The key idea of do-no-track is simple: If a user opts-in to do-not-track, his or her browser sends a signal to the website that the user does not want to be tracked. The main debate in the working group surrounds the question of what the website and its advertising partners can and cannot do upon receiving this bit. My take-away from the meeting is that do-not-track pretty much means that they can track you just enough to serve the purposes of sending you non-behavioral ads, but no more. You might ask, if ads are non-behavioral, why is tracking necessary at all? Part of the answer is “frequency capping”. An advertiser only wants a given user to see an ad so many times, even on different websites. So the ad network needs to keep track of “you” (your cookie) to insure this. Another part of the answer is to defend against click fraud.
Given that the room had a number of privacy advocates present, I was surprised that nobody pushed back on this, suggesting instead that if you can’t do even non-behavioral advertising without tracking, then just maybe you shouldn’t send ads at all. But maybe this was hashed out and rejected in earlier meetings.
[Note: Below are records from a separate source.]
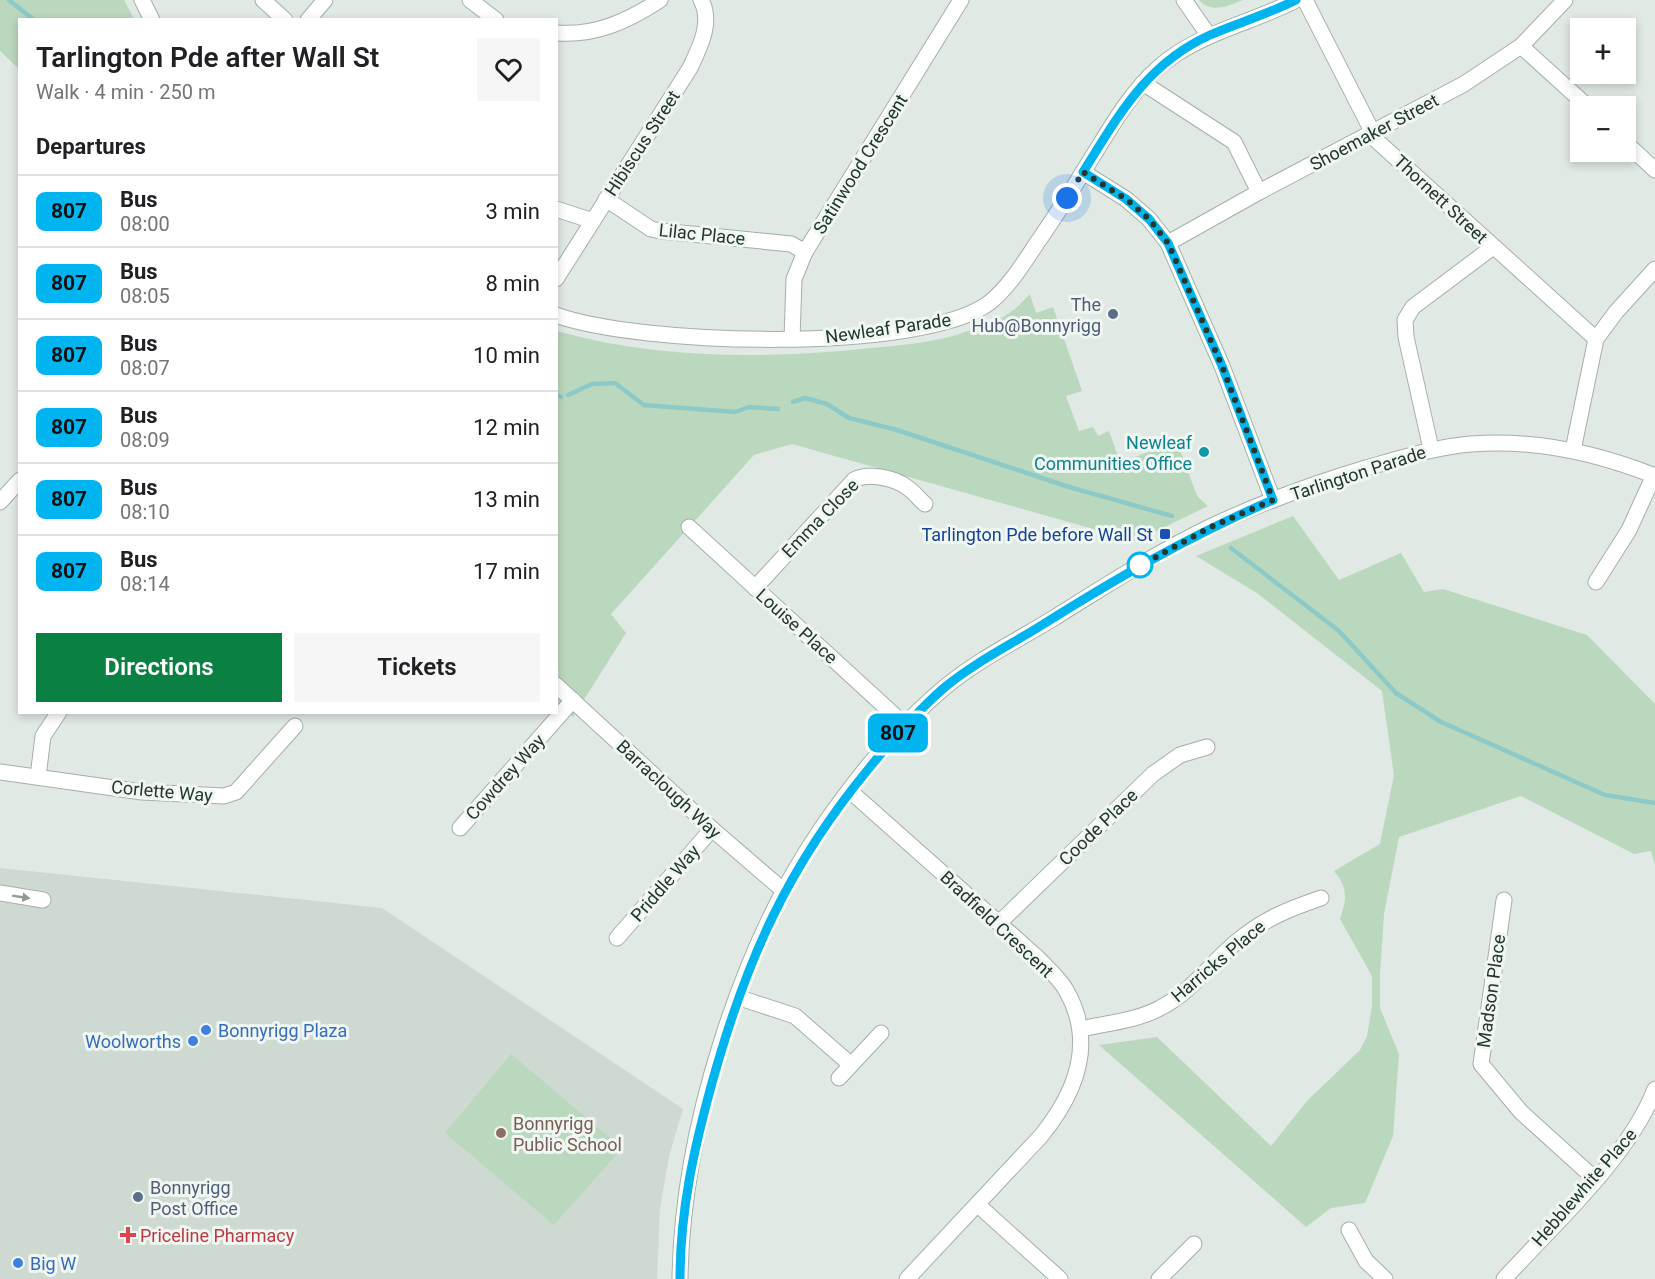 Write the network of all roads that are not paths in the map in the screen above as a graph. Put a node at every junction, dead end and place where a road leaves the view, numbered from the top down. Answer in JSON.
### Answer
{"nodes":[{"id":1,"x":142,"y":0,"type":"edge"},
{"id":2,"x":263,"y":0,"type":"edge"},
{"id":3,"x":325,"y":0,"type":"edge"},
{"id":4,"x":470,"y":0,"type":"edge"},
{"id":5,"x":660,"y":0,"type":"edge"},
{"id":6,"x":701,"y":0,"type":"edge"},
{"id":7,"x":961,"y":0,"type":"edge"},
{"id":8,"x":1184,"y":0,"type":"edge"},
{"id":9,"x":1296,"y":0,"type":"edge"},
{"id":10,"x":1305,"y":0,"type":"edge"},
{"id":11,"x":1565,"y":0,"type":"edge"},
{"id":12,"x":151,"y":18,"type":"edge"},
{"id":13,"x":283,"y":18,"type":"edge"},
{"id":14,"x":310,"y":18,"type":"edge"},
{"id":15,"x":493,"y":18,"type":"edge"},
{"id":16,"x":558,"y":33,"type":"edge"},
{"id":17,"x":1209,"y":36,"type":"junction"},
{"id":18,"x":1521,"y":46,"type":"junction"},
{"id":19,"x":1143,"y":83,"type":"junction"},
{"id":20,"x":1576,"y":96,"type":"edge"},
{"id":21,"x":1373,"y":133,"type":"junction"},
{"id":22,"x":1636,"y":152,"type":"edge"},
{"id":23,"x":1655,"y":170,"type":"edge"},
{"id":24,"x":1083,"y":172,"type":"junction"},
{"id":25,"x":1259,"y":192,"type":"junction"},
{"id":26,"x":606,"y":199,"type":"junction"},
{"id":27,"x":558,"y":210,"type":"edge"},
{"id":28,"x":593,"y":221,"type":"junction"},
{"id":29,"x":1168,"y":243,"type":"junction"},
{"id":30,"x":1493,"y":247,"type":"junction"},
{"id":31,"x":805,"y":252,"type":"junction"},
{"id":32,"x":1655,"y":269,"type":"edge"},
{"id":33,"x":558,"y":276,"type":"edge"},
{"id":34,"x":558,"y":316,"type":"edge"},
{"id":35,"x":792,"y":339,"type":"junction"},
{"id":36,"x":1596,"y":339,"type":"junction"},
{"id":37,"x":1431,"y":449,"type":"junction"},
{"id":38,"x":1573,"y":450,"type":"junction"},
{"id":39,"x":1655,"y":476,"type":"edge"},
{"id":40,"x":18,"y":482,"type":"edge"},
{"id":41,"x":1273,"y":500,"type":"junction"},
{"id":42,"x":0,"y":502,"type":"edge"},
{"id":43,"x":925,"y":504,"type":"dead end"},
{"id":44,"x":689,"y":527,"type":"dead end"},
{"id":45,"x":1596,"y":582,"type":"dead end"},
{"id":46,"x":755,"y":588,"type":"junction"},
{"id":47,"x":558,"y":687,"type":"edge"},
{"id":48,"x":573,"y":700,"type":"junction"},
{"id":49,"x":58,"y":714,"type":"edge"},
{"id":50,"x":904,"y":725,"type":"junction"},
{"id":51,"x":295,"y":726,"type":"dead end"},
{"id":52,"x":1207,"y":747,"type":"dead end"},
{"id":53,"x":0,"y":772,"type":"edge"},
{"id":54,"x":38,"y":777,"type":"junction"},
{"id":55,"x":850,"y":791,"type":"junction"},
{"id":56,"x":460,"y":828,"type":"dead end"},
{"id":57,"x":712,"y":829,"type":"junction"},
{"id":58,"x":784,"y":891,"type":"junction"},
{"id":59,"x":0,"y":893,"type":"edge"},
{"id":60,"x":1321,"y":898,"type":"dead end"},
{"id":61,"x":43,"y":900,"type":"dead end"},
{"id":62,"x":1504,"y":900,"type":"dead end"},
{"id":63,"x":999,"y":923,"type":"junction"},
{"id":64,"x":617,"y":938,"type":"dead end"},
{"id":65,"x":737,"y":997,"type":"junction"},
{"id":66,"x":1081,"y":1029,"type":"junction"},
{"id":67,"x":882,"y":1033,"type":"dead end"},
{"id":68,"x":850,"y":1064,"type":"junction"},
{"id":69,"x":839,"y":1078,"type":"dead end"},
{"id":70,"x":1655,"y":1089,"type":"edge"},
{"id":71,"x":1595,"y":1179,"type":"junction"},
{"id":72,"x":978,"y":1205,"type":"junction"},
{"id":73,"x":1348,"y":1230,"type":"dead end"},
{"id":74,"x":1194,"y":1244,"type":"dead end"},
{"id":75,"x":680,"y":1279,"type":"edge"},
{"id":76,"x":907,"y":1279,"type":"edge"},
{"id":77,"x":1060,"y":1279,"type":"edge"},
{"id":78,"x":1159,"y":1279,"type":"edge"},
{"id":79,"x":1385,"y":1279,"type":"edge"},
{"id":80,"x":1504,"y":1279,"type":"edge"}],
"edges":[{"from":1,"to":12,"type":"street"},
{"from":2,"to":13,"type":"street"},
{"from":3,"to":14,"type":"street"},
{"from":4,"to":15,"type":"street"},
{"from":5,"to":16,"type":"street"},
{"from":6,"to":26,"type":"street","name":"Hibiscus Street"},
{"from":7,"to":31,"type":"street","name":"Satinwood Crescent"},
{"from":8,"to":17,"type":"street"},
{"from":9,"to":17,"type":"street","name":"Newleaf Parade"},
{"from":10,"to":21,"type":"street","name":"Thornett Street"},
{"from":11,"to":18,"type":"street","name":"Shoemaker Street"},
{"from":17,"to":19,"type":"street","name":"Newleaf Parade"},
{"from":18,"to":20,"type":"street"},
{"from":18,"to":21,"type":"street","name":"Shoemaker Street"},
{"from":19,"to":24,"type":"street","name":"Newleaf Parade"},
{"from":19,"to":25,"type":"street"},
{"from":21,"to":25,"type":"street","name":"Shoemaker Street"},
{"from":21,"to":30,"type":"street","name":"Thornett Street"},
{"from":22,"to":23,"type":"street"},
{"from":24,"to":29,"type":"street"},
{"from":24,"to":35,"type":"street","name":"Newleaf Parade"},
{"from":25,"to":29,"type":"street","name":"Shoemaker Street"},
{"from":26,"to":28,"type":"street","name":"Hibiscus Street"},
{"from":26,"to":31,"type":"street","name":"Lilac Place"},
{"from":27,"to":28,"type":"street"},
{"from":28,"to":33,"type":"street","name":"Hibiscus Street"},
{"from":29,"to":41,"type":"street"},
{"from":30,"to":36,"type":"street","name":"Thornett Street"},
{"from":30,"to":37,"type":"street"},
{"from":31,"to":35,"type":"street","name":"Satinwood Crescent"},
{"from":32,"to":36,"type":"street"},
{"from":34,"to":35,"type":"street","name":"Newleaf Parade"},
{"from":36,"to":38,"type":"street"},
{"from":37,"to":38,"type":"street","name":"Tarlington Parade"},
{"from":37,"to":41,"type":"street","name":"Tarlington Parade"},
{"from":38,"to":39,"type":"street","name":"Tarlington Parade"},
{"from":39,"to":45,"type":"street"},
{"from":40,"to":42,"type":"street"},
{"from":41,"to":50,"type":"street","name":"Tarlington Parade"},
{"from":43,"to":46,"type":"street","name":"Emma Close"},
{"from":44,"to":46,"type":"street","name":"Louise Place"},
{"from":46,"to":50,"type":"street","name":"Louise Place"},
{"from":47,"to":48,"type":"street","name":"Barraclough Way"},
{"from":48,"to":56,"type":"street","name":"Cowdrey Way"},
{"from":48,"to":57,"type":"street","name":"Barraclough Way"},
{"from":49,"to":54,"type":"street"},
{"from":50,"to":55,"type":"street","name":"Tarlington Parade"},
{"from":51,"to":54,"type":"street","name":"Corlette Way"},
{"from":52,"to":63,"type":"street","name":"Coode Place"},
{"from":53,"to":54,"type":"street","name":"Corlette Way"},
{"from":55,"to":58,"type":"street","name":"Tarlington Parade"},
{"from":55,"to":63,"type":"street","name":"Bradfield Crescent"},
{"from":57,"to":58,"type":"street","name":"Barraclough Way"},
{"from":57,"to":64,"type":"street","name":"Priddle Way"},
{"from":58,"to":65,"type":"street","name":"Tarlington Parade"},
{"from":59,"to":61,"type":"street","one_way":true},
{"from":60,"to":66,"type":"street","name":"Harricks Place"},
{"from":62,"to":71,"type":"street","name":"Madson Place"},
{"from":63,"to":66,"type":"street","name":"Bradfield Crescent"},
{"from":65,"to":68,"type":"street"},
{"from":65,"to":75,"type":"street","name":"Tarlington Parade"},
{"from":66,"to":72,"type":"street","name":"Bradfield Crescent"},
{"from":67,"to":68,"type":"street"},
{"from":68,"to":69,"type":"street"},
{"from":70,"to":71,"type":"street","name":"Hebblewhite Place"},
{"from":71,"to":80,"type":"street","name":"Hebblewhite Place"},
{"from":72,"to":76,"type":"street","name":"Bradfield Crescent"},
{"from":72,"to":77,"type":"street"},
{"from":73,"to":79,"type":"street"},
{"from":74,"to":78,"type":"street"}]}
Bottom line: do-not-track does not mean no tracking. It should be renamed “do-not-target”. If you don’t want to be tracked, you need to protect yourself by blocking tracking cookies at the browser. If you use Microsoft IE9, you can do this by turning on the Tracking Protection List feature. If you use a different browser, you can install one of the several browser extensions that block tracking cookies: AdBlockPlus, Ghostery, or Abine, to name three.